Stored data:
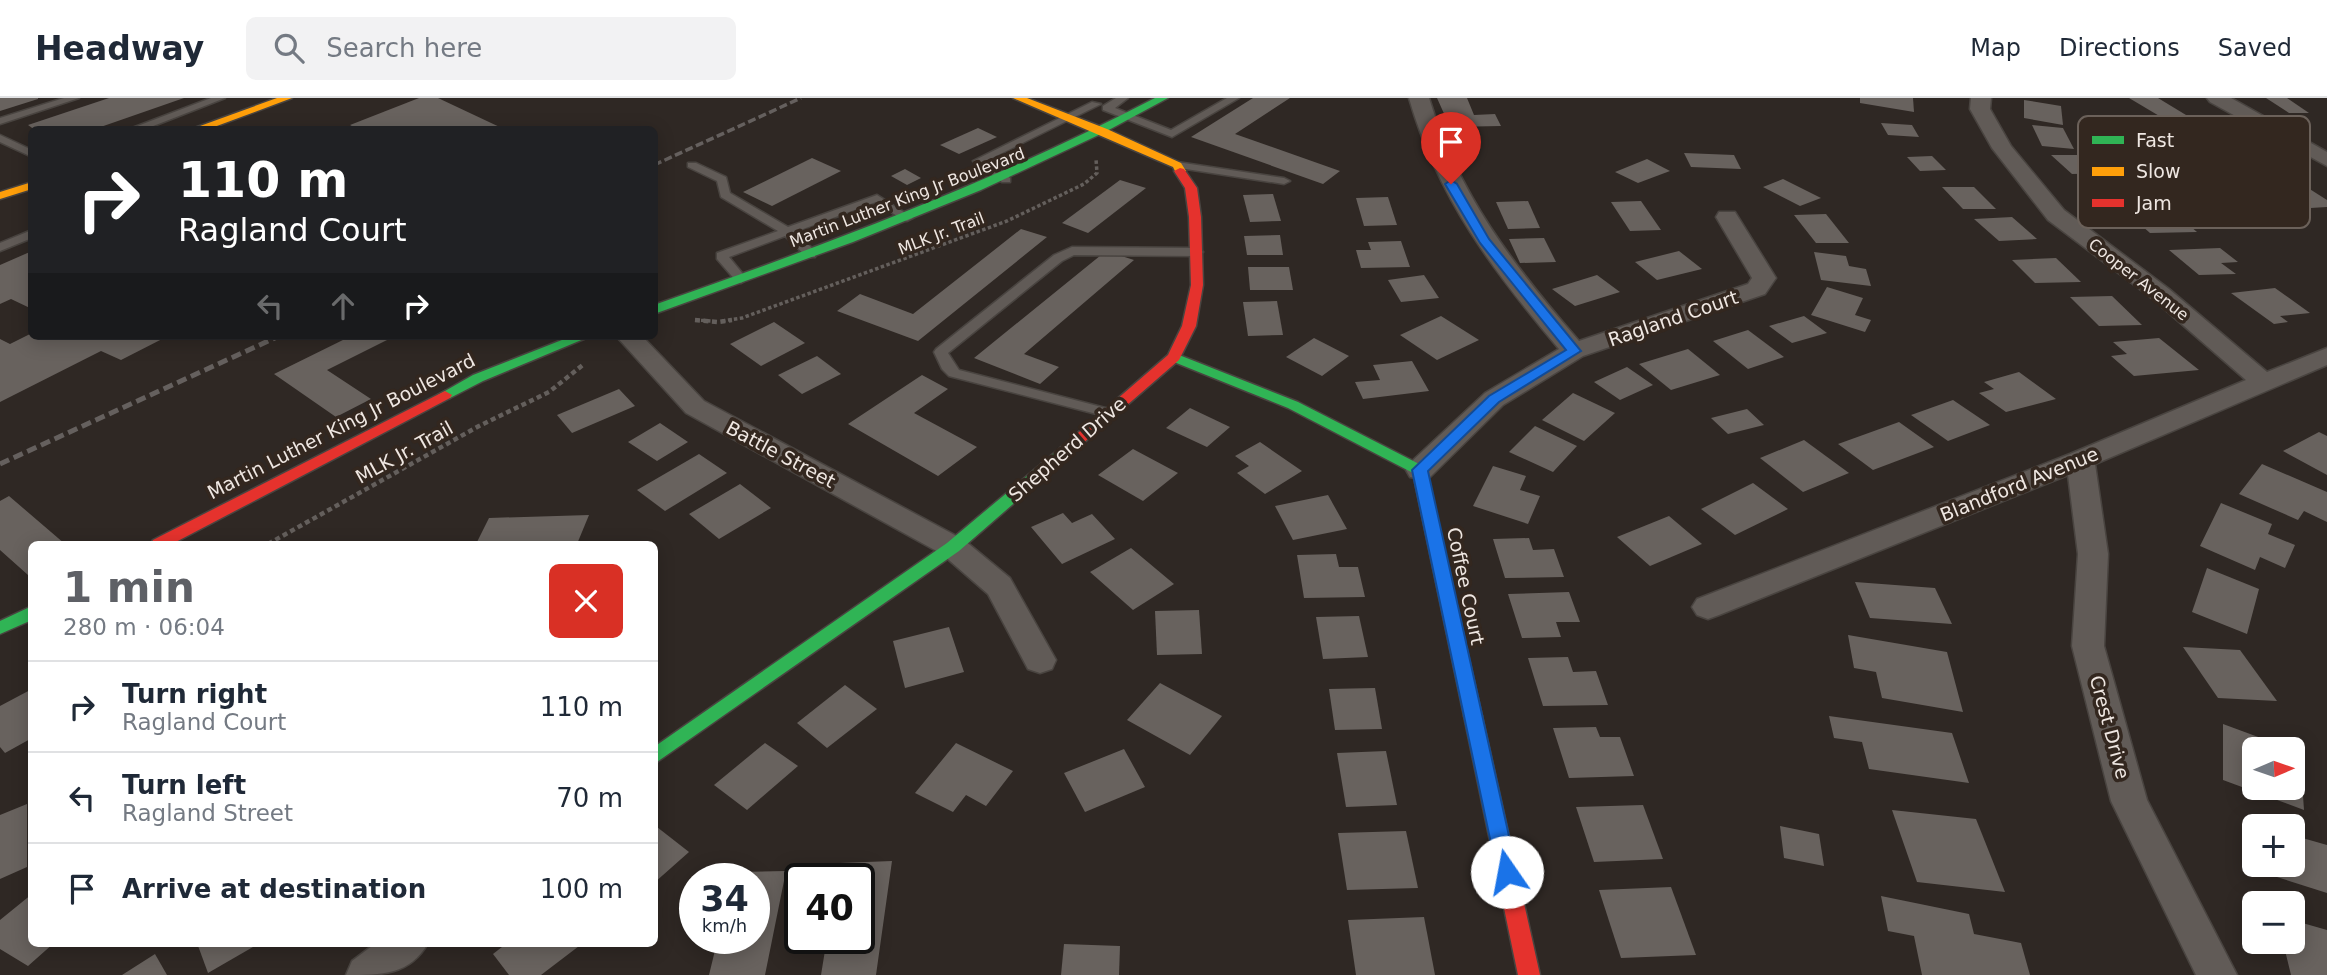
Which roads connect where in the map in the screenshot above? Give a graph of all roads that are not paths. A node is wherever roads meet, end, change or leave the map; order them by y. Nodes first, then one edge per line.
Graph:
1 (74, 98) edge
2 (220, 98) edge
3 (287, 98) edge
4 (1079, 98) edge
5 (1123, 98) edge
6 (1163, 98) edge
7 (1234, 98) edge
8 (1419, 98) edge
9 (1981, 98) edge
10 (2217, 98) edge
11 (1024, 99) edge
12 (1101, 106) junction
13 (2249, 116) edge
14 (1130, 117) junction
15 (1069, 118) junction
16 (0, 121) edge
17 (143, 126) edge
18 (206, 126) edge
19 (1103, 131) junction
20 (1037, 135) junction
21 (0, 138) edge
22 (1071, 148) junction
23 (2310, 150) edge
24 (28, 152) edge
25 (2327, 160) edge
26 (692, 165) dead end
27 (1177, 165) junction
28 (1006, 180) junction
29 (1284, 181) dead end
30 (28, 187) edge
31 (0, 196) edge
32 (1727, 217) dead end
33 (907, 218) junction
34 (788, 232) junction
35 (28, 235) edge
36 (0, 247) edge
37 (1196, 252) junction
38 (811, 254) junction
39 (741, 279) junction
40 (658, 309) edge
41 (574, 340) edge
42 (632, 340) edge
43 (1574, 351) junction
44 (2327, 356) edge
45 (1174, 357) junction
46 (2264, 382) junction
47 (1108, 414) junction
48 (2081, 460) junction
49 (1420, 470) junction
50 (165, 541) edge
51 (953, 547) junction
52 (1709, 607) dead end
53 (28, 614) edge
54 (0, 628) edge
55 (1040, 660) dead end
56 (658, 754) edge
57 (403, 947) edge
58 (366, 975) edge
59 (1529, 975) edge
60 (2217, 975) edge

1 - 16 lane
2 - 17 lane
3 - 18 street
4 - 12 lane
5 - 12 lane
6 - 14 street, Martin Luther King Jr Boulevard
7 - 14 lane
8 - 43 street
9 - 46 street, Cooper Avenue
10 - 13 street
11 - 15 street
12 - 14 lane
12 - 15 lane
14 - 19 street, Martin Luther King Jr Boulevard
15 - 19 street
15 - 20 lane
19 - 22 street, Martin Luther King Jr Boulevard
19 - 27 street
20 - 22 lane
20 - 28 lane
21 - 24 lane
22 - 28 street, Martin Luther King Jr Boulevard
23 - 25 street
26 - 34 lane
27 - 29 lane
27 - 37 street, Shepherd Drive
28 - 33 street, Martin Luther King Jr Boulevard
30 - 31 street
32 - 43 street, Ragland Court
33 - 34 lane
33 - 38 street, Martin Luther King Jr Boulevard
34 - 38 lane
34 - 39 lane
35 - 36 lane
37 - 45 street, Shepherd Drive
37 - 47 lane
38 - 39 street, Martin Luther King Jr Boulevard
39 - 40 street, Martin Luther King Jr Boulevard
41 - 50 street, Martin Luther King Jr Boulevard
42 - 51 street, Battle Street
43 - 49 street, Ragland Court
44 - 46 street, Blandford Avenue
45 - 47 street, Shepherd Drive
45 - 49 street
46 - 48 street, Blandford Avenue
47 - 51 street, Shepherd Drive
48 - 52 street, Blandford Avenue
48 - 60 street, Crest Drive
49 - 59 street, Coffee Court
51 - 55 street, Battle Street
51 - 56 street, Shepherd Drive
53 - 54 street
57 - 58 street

| Work instruction |
Could you set down every record above exactly as written, leaving out the pictures?

| Output for this exercise |
Which roads connect where in the map in the screenshot above? Give a graph of all roads that are not paths. A node is wherever roads meet, end, change or leave the map; order them by y. Nodes first, then one edge per line.
Graph:
1 (74, 98) edge
2 (220, 98) edge
3 (287, 98) edge
4 (1079, 98) edge
5 (1123, 98) edge
6 (1163, 98) edge
7 (1234, 98) edge
8 (1419, 98) edge
9 (1981, 98) edge
10 (2217, 98) edge
11 (1024, 99) edge
12 (1101, 106) junction
13 (2249, 116) edge
14 (1130, 117) junction
15 (1069, 118) junction
16 (0, 121) edge
17 (143, 126) edge
18 (206, 126) edge
19 (1103, 131) junction
20 (1037, 135) junction
21 (0, 138) edge
22 (1071, 148) junction
23 (2310, 150) edge
24 (28, 152) edge
25 (2327, 160) edge
26 (692, 165) dead end
27 (1177, 165) junction
28 (1006, 180) junction
29 (1284, 181) dead end
30 (28, 187) edge
31 (0, 196) edge
32 (1727, 217) dead end
33 (907, 218) junction
34 (788, 232) junction
35 (28, 235) edge
36 (0, 247) edge
37 (1196, 252) junction
38 (811, 254) junction
39 (741, 279) junction
40 (658, 309) edge
41 (574, 340) edge
42 (632, 340) edge
43 (1574, 351) junction
44 (2327, 356) edge
45 (1174, 357) junction
46 (2264, 382) junction
47 (1108, 414) junction
48 (2081, 460) junction
49 (1420, 470) junction
50 (165, 541) edge
51 (953, 547) junction
52 (1709, 607) dead end
53 (28, 614) edge
54 (0, 628) edge
55 (1040, 660) dead end
56 (658, 754) edge
57 (403, 947) edge
58 (366, 975) edge
59 (1529, 975) edge
60 (2217, 975) edge

1 - 16 lane
2 - 17 lane
3 - 18 street
4 - 12 lane
5 - 12 lane
6 - 14 street, Martin Luther King Jr Boulevard
7 - 14 lane
8 - 43 street
9 - 46 street, Cooper Avenue
10 - 13 street
11 - 15 street
12 - 14 lane
12 - 15 lane
14 - 19 street, Martin Luther King Jr Boulevard
15 - 19 street
15 - 20 lane
19 - 22 street, Martin Luther King Jr Boulevard
19 - 27 street
20 - 22 lane
20 - 28 lane
21 - 24 lane
22 - 28 street, Martin Luther King Jr Boulevard
23 - 25 street
26 - 34 lane
27 - 29 lane
27 - 37 street, Shepherd Drive
28 - 33 street, Martin Luther King Jr Boulevard
30 - 31 street
32 - 43 street, Ragland Court
33 - 34 lane
33 - 38 street, Martin Luther King Jr Boulevard
34 - 38 lane
34 - 39 lane
35 - 36 lane
37 - 45 street, Shepherd Drive
37 - 47 lane
38 - 39 street, Martin Luther King Jr Boulevard
39 - 40 street, Martin Luther King Jr Boulevard
41 - 50 street, Martin Luther King Jr Boulevard
42 - 51 street, Battle Street
43 - 49 street, Ragland Court
44 - 46 street, Blandford Avenue
45 - 47 street, Shepherd Drive
45 - 49 street
46 - 48 street, Blandford Avenue
47 - 51 street, Shepherd Drive
48 - 52 street, Blandford Avenue
48 - 60 street, Crest Drive
49 - 59 street, Coffee Court
51 - 55 street, Battle Street
51 - 56 street, Shepherd Drive
53 - 54 street
57 - 58 street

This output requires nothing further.